How to add percentages on top of grouped bars
Asked Answered
S

6

54

Given the following count plot how do I place percentages on top of the bars?

import seaborn as sns
sns.set(style="darkgrid")
titanic = sns.load_dataset("titanic")
ax = sns.countplot(x="class", hue="who", data=titanic)

enter image description here

For example for "First" I want total First men/total First, total First women/total First, and total First children/total First on top of their respective bars.

Spondee answered 31/7, 2015 at 15:4 Comment(0)
C
70

The seaborn.catplot organizing function returns a FacetGrid, which gives you access to the fig, the ax, and its patches. If you add the labels when nothing else has been plotted you know which bar-patches came from which variables.
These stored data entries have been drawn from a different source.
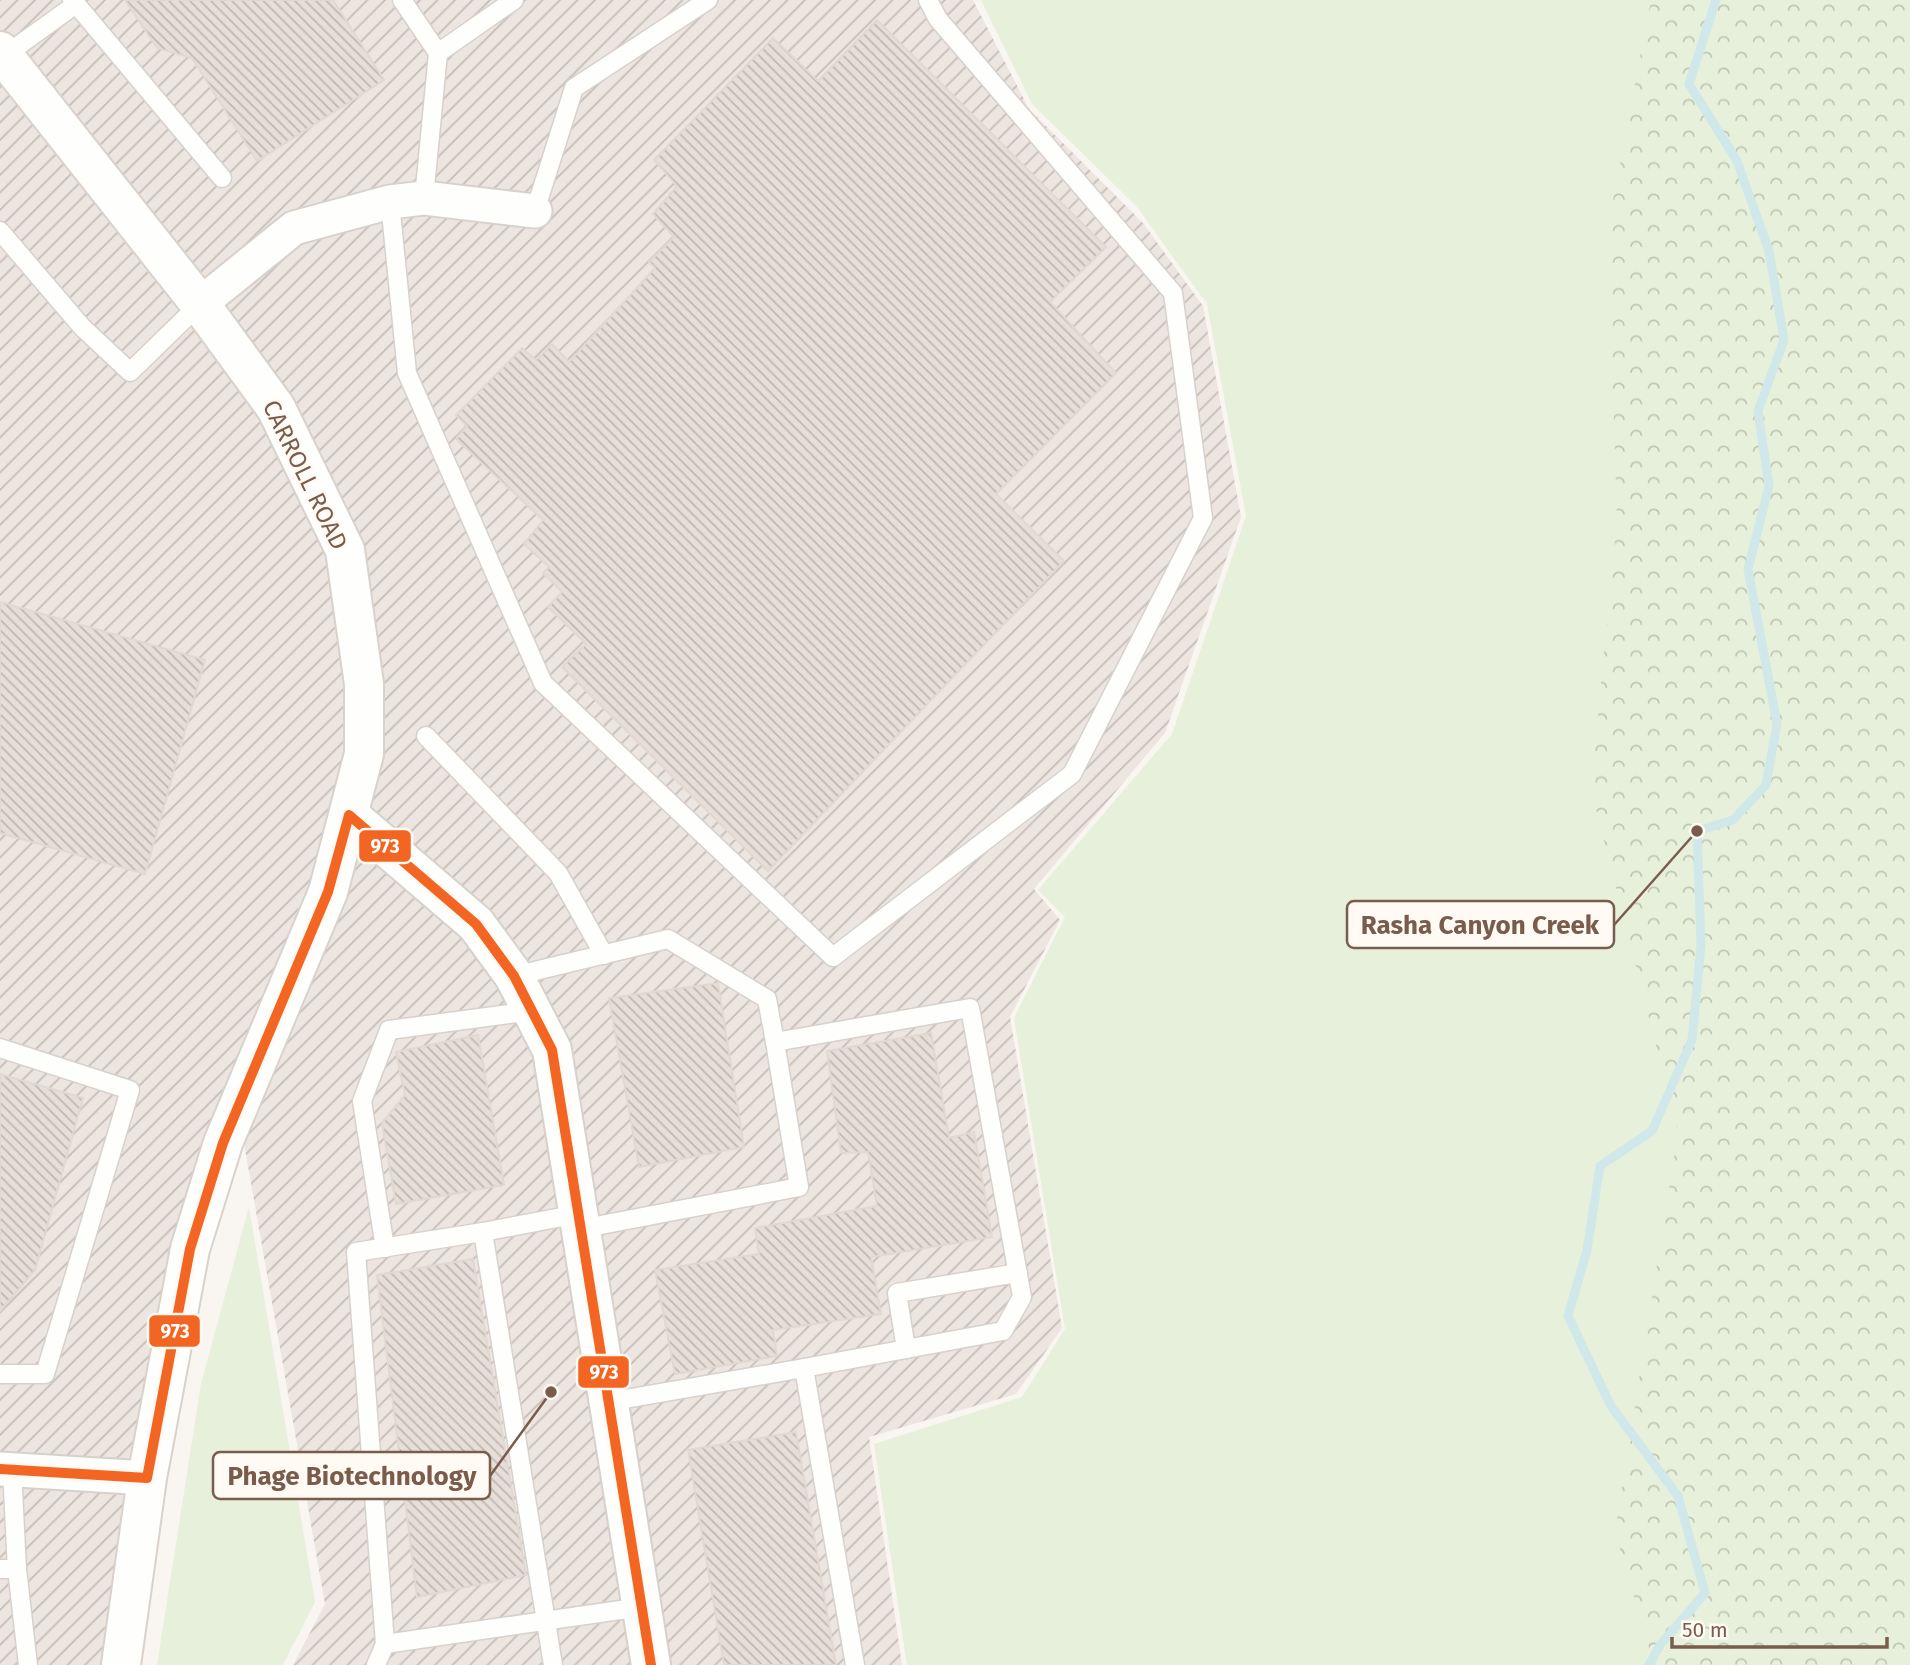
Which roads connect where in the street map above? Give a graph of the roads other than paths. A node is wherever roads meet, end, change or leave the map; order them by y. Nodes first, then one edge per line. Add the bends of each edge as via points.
1 (402, 0) edge
2 (514, 0) edge
3 (708, 0) edge
4 (928, 0) edge
5 (74, 2) edge
6 (2, 53) edge
7 (438, 53) junction
8 (222, 178) dead end
9 (424, 198) junction
10 (390, 202) junction
11 (535, 211) joint
12 (0, 230) edge
13 (200, 304) junction
14 (426, 736) dead end
15 (349, 815) junction
16 (604, 955) junction
17 (514, 976) junction
18 (532, 1011) junction
19 (775, 1042) junction
20 (0, 1048) edge
21 (579, 1222) junction
22 (483, 1233) junction
23 (385, 1248) junction
24 (1018, 1273) junction
25 (905, 1349) junction
26 (804, 1368) junction
27 (0, 1374) edge
28 (608, 1402) junction
29 (6, 1469) edge
30 (147, 1478) junction
31 (9, 1569) edge
32 (641, 1607) junction
33 (546, 1621) junction
34 (385, 1644) junction
35 (28, 1665) edge
36 (121, 1665) edge
37 (376, 1665) edge
38 (553, 1665) edge
39 (651, 1665) edge
40 (855, 1665) edge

From @LordZsolt's answer I picked up the order argument to catplot: I like making that explicit because now we aren't relying on the barplot function using the order we think of as default.

import seaborn as sns
from itertools import product

titanic = sns.load_dataset("titanic")

class_order = ['First','Second','Third'] 
hue_order = ['child', 'man', 'woman']
bar_order = product(class_order, hue_order)

catp = sns.catplot(data=titanic, kind='count', 
                   x='class', hue='who',
                   order = class_order, 
                   hue_order = hue_order )

# As long as we haven't plotted anything else into this axis,
# we know the rectangles in it are our barplot bars
# and we know the order, so we can match up graphic and calculations:

spots = zip(catp.ax.patches, bar_order)
for spot in spots:
    class_total = len(titanic[titanic['class']==spot[1][0]])
    class_who_total = len(titanic[(titanic['class']==spot[1][0]) & 
        (titanic['who']==spot[1][1])])
    height = spot[0].get_height() 
    catp.ax.text(spot[0].get_x(), height+3, '{:1.2f}'.format(class_who_total/class_total))

    #checking the patch order, not for final:
    #catp.ax.text(spot[0].get_x(), -3, spot[1][0][0]+spot[1][1][0])

produces

barplot of three-by-three variable values, with subset calculations as text labels

An alternate approach is to do the sub-summing explicitly, e.g. with the excellent pandas, and plot with matplotlib, and also do the styling yourself. (Though you can get quite a lot of styling from sns context even when using matplotlib plotting functions. Try it out -- )

Clergyman answered 31/7, 2015 at 20:3 Comment(0)
R
14

with_hue function will plot percentages on the bar graphs if you have the 'hue' parameter in your plots. It takes the actual graph, feature, Number_of_categories in feature, and hue_categories(number of categories in hue feature) as a parameter.

without_hue function will plot percentages on the bar graphs if you have a normal plot. It takes the actual graph and feature as a parameter.

def with_hue(ax, feature, Number_of_categories, hue_categories):
    a = [p.get_height() for p in ax.patches]
    patch = [p for p in ax.patches]
    for i in range(Number_of_categories):
        total = feature.value_counts().values[i]
        for j in range(hue_categories):
            percentage = '{:.1f}%'.format(100 * a[(j*Number_of_categories + i)]/total)
            x = patch[(j*Number_of_categories + i)].get_x() + patch[(j*Number_of_categories + i)].get_width() / 2 - 0.15
            y = patch[(j*Number_of_categories + i)].get_y() + patch[(j*Number_of_categories + i)].get_height() 
            ax.annotate(percentage, (x, y), size = 12)

def without_hue(ax, feature):
    total = len(feature)
    for p in ax.patches:
        percentage = '{:.1f}%'.format(100 * p.get_height()/total)
        x = p.get_x() + p.get_width() / 2 - 0.05
        y = p.get_y() + p.get_height()
        ax.annotate(percentage, (x, y), size = 12)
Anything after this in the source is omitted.